How many of the lines below hold "canvas"? Only the number, please.

Saved data entries:
▽
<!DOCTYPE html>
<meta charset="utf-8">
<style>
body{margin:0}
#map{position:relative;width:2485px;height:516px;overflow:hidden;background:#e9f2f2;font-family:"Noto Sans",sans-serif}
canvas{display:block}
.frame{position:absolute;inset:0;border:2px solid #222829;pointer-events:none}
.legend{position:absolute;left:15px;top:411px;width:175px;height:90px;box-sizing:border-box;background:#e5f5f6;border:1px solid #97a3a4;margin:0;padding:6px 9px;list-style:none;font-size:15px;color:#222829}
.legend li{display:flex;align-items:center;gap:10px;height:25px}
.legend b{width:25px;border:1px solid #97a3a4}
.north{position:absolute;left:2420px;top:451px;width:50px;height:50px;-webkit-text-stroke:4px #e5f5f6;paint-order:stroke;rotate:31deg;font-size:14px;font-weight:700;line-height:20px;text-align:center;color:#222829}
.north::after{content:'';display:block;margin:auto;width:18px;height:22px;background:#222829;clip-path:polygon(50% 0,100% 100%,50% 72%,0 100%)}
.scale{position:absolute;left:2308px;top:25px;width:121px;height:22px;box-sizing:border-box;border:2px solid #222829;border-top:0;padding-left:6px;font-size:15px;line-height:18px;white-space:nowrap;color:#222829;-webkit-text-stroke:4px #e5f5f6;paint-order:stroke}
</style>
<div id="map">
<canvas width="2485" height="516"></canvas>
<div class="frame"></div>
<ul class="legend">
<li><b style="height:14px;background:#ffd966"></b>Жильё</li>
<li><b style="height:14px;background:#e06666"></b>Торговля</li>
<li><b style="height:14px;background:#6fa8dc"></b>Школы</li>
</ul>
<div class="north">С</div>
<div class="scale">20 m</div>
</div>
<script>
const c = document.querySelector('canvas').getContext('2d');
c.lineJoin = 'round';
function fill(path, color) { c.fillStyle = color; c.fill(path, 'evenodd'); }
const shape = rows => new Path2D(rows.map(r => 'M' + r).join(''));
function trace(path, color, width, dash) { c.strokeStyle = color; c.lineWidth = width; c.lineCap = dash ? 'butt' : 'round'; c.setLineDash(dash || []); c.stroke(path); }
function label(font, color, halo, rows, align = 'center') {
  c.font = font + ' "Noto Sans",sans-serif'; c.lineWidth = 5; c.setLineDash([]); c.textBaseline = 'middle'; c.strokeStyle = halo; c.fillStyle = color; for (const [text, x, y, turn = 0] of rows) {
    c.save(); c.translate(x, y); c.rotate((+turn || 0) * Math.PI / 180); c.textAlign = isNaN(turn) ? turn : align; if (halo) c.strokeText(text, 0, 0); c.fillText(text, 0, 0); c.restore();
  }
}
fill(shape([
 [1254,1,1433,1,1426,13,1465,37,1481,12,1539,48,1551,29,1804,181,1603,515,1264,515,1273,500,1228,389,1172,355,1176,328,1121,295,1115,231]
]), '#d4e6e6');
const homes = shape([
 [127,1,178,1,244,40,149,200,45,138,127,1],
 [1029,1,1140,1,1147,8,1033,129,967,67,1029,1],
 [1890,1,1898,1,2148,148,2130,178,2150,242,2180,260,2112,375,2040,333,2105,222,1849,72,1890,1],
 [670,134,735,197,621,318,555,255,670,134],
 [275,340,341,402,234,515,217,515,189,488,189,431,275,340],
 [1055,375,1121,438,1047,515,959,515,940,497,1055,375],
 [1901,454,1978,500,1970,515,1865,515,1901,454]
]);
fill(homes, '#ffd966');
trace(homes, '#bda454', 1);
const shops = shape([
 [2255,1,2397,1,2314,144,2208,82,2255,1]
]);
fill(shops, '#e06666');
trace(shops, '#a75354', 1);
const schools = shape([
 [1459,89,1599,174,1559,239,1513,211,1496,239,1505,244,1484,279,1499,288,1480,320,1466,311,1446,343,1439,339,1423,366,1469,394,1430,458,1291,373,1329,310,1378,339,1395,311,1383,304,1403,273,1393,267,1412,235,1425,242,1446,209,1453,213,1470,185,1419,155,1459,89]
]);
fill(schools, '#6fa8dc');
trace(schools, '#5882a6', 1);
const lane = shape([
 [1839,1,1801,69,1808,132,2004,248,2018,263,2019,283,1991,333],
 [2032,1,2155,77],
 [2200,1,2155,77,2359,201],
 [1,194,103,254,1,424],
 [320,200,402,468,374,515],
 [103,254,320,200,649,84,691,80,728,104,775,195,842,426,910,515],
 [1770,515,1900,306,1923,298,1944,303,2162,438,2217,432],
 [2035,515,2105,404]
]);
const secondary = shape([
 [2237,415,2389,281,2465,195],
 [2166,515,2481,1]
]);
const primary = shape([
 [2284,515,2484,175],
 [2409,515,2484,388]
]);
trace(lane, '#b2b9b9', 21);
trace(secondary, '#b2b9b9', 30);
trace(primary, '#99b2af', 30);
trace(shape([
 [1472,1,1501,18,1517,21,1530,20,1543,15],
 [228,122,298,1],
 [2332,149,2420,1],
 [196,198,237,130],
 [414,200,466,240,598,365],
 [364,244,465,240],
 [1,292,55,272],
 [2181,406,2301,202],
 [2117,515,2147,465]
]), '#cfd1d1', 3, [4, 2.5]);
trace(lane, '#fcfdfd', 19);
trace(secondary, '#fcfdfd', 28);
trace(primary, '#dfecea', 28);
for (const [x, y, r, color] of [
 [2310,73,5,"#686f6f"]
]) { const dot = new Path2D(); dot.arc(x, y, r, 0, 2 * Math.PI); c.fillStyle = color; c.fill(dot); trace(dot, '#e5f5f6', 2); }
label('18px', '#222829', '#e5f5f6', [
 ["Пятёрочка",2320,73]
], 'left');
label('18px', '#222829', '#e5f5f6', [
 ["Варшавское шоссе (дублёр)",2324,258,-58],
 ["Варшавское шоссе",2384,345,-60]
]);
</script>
△
SOLUTION: 3